Abstract

Hans Magnus Enzensberger’s speech reflects the growing political activism of many writers. Drawing parallels to the failed Revolution of 1848–49 and sharply criticizing the government, Enzensberger calls on his audience to fight the emergency laws.

Protest against the State of Emergency Constitution (May 28, 1968)

  • Hans Magnus Enzensberger

Source

This gathering, my many dear and familiar faces, has one flaw. It is being held in front of the camera but behind closed doors. The vanguard in the fight against the emergency laws is standing outside. They were not given tickets. Apparently, we are to remain among ourselves. Apparently, they want to treat us like a horde of intellectual princes. Apparently, the organizers think we are prominent. Apparently, a distinction is supposed to be made here between the so-called pressure of the street and the kind of protest that eases the conscience of those in the orchestra seats.

This closed society is the ghostly caricature of another gathering of notables. In 1848, a few hundred bourgeois professors, writers, and lawyers gathered in Frankfurt’s Paulskirche. There wasn’t a single student or worker among them.

You know how that story ended. In the fall of ’48, these gentlemen summoned the army and had soldiers shoot at ordinary people right outside the doors of the Paulskirche. Then they joined forces with the Prussian reaction. That didn’t help them much; for in the end the soldiers rewarded them by dispersing them with drawn sabers.

This is an instructive story. Its moral was exquisitely formulated by the federal chancellor of the time, Friedrich Wilhelm IV. He said, and he has been correct to this day, “Only soldiers help against democrats.”

That is, in a historical nutshell, the essence of the State of Emergency Laws. And why is it that first the police, then the federal border police, and then the military are used to defend against democrats? Because the rule of a tiny minority, the rule of capital, can no longer be upheld by any other means.

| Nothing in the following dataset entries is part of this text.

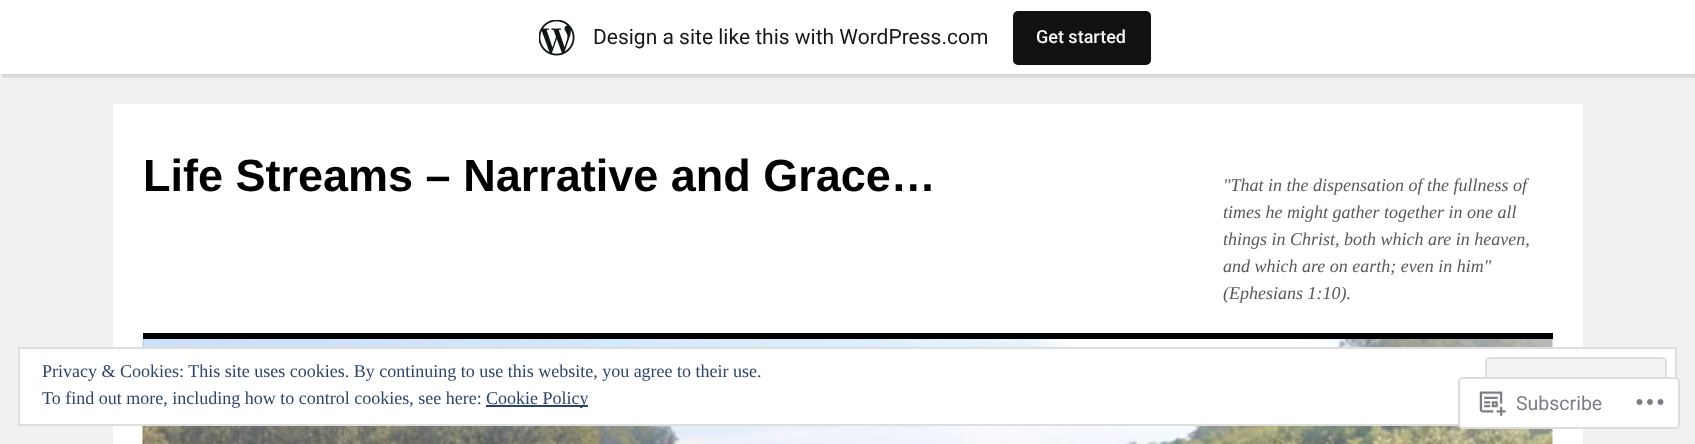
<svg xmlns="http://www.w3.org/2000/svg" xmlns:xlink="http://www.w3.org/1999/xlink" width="1695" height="444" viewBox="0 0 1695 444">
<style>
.cls-1{font:21px Roboto;fill:#171717}
.cls-2{font:500 18px Roboto;fill:#f6f7f7}
.cls-3{font:bold 45px Liberation Sans;fill:#000000}
.cls-4{font:italic 18px Liberation Serif;fill:#595959}
.cls-5{font:18px Liberation Serif;fill:#2e4467}
.cls-6{font:19.5px Roboto;fill:#7a7e84}
</style>
<rect width="100%" height="100%" fill="#f1f1f1"/>
<rect fill="#000000" fill-opacity="0.05" filter="blur(1.5px)" x="0" y="2" width="1695" height="73"/>
<path fill="#000000" fill-opacity="0.08" d="M2 74V78H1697V5H1695V74Z"/>
<rect fill="#ffffff" x="0" y="0" width="1695" height="74"/>
<image xlink:href="image0.png" x="539" y="20" width="36" height="36"/>
<rect fill="#111111" x="1013" y="11" width="138" height="54" rx="5"/>
<rect fill="#ffffff" x="113" y="104" width="1470" height="340"/>
<rect fill="#000000" x="143" y="333" width="1410" height="6"/>
<image xlink:href="image1.png" x="142" y="339" width="1411" height="105"/>
<rect fill="#ffffff" stroke="#dedede" stroke-width="2" x="19" y="348" width="1657" height="77"/>
<rect fill="#f3f3f3" stroke="#dedede" stroke-width="2" x="1486" y="358" width="180" height="57" rx="4"/>
<rect fill="#2e4467" x="486" y="405" width="102" height="2"/>
<rect fill="#ffffff" fill-opacity="0.98" x="1458" y="377" width="222" height="52" rx="5"/>
<rect fill="none" stroke="#dcdcde" stroke-opacity="0.98" stroke-width="2" x="1459" y="378" width="220" height="50" rx="4"/>
<image xlink:href="image2.png" x="1479" y="391" width="27" height="25"/>
<image xlink:href="image3.png" x="1636" y="399" width="28" height="6"/>
<text class="cls-1" x="593" y="44">Design a site like this with WordPress.com</text>
<text class="cls-2" x="1036" y="43">Get started</text>
<text class="cls-3" x="143" y="191">Life Streams – Narrative and Grace…</text>
<text class="cls-4"><tspan x="1223" y="191">"That in the dispensation of the fullness of</tspan><tspan x="1223" y="218">times he might gather together in one all</tspan><tspan x="1223" y="245">things in Christ, both which are in heaven,</tspan><tspan x="1223" y="272">and which are on earth; even in him"</tspan><tspan x="1223" y="299">(Ephesians 1:10).</tspan></text>
<text class="cls-5"><tspan x="42" y="377">Privacy &amp; Cookies: This site uses cookies. By continuing to use this website, you agree to their use.</tspan><tspan x="42" y="404">To find out more, including how to control cookies, see here:</tspan></text>
<text class="cls-5" x="486" y="404">Cookie Policy</text>
<text class="cls-6" x="1516" y="410">Subscribe</text>
</svg>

That is why the ailing parliament dispossesses itself; that is why the system openly proclaims the end of its legitimacy. And that is why it is no use for the dear, familiar cultural celebrities to remain among themselves and proclaim what cultural celebrities are in the business of proclaiming, namely, their misgivings. The State of Emergency Constitution will not respect orchestra seats. It will disperse gatherings like this one with tear gas when the time comes. The capitalists and the party leaders and the union bosses who govern us will not listen to us. They will play deaf and dumb, just like De Gaulle and Pompidou, until we, together with the students and the workers, take to the streets and express ourselves a little more clearly. On the streets there are no celebrities anymore, and we don’t need an admission ticket for a strike.

The moral is clear: misgivings are not enough, suspicion is not enough, protest is not enough. Our goal has to be this: let us finally create French conditions in Germany, too.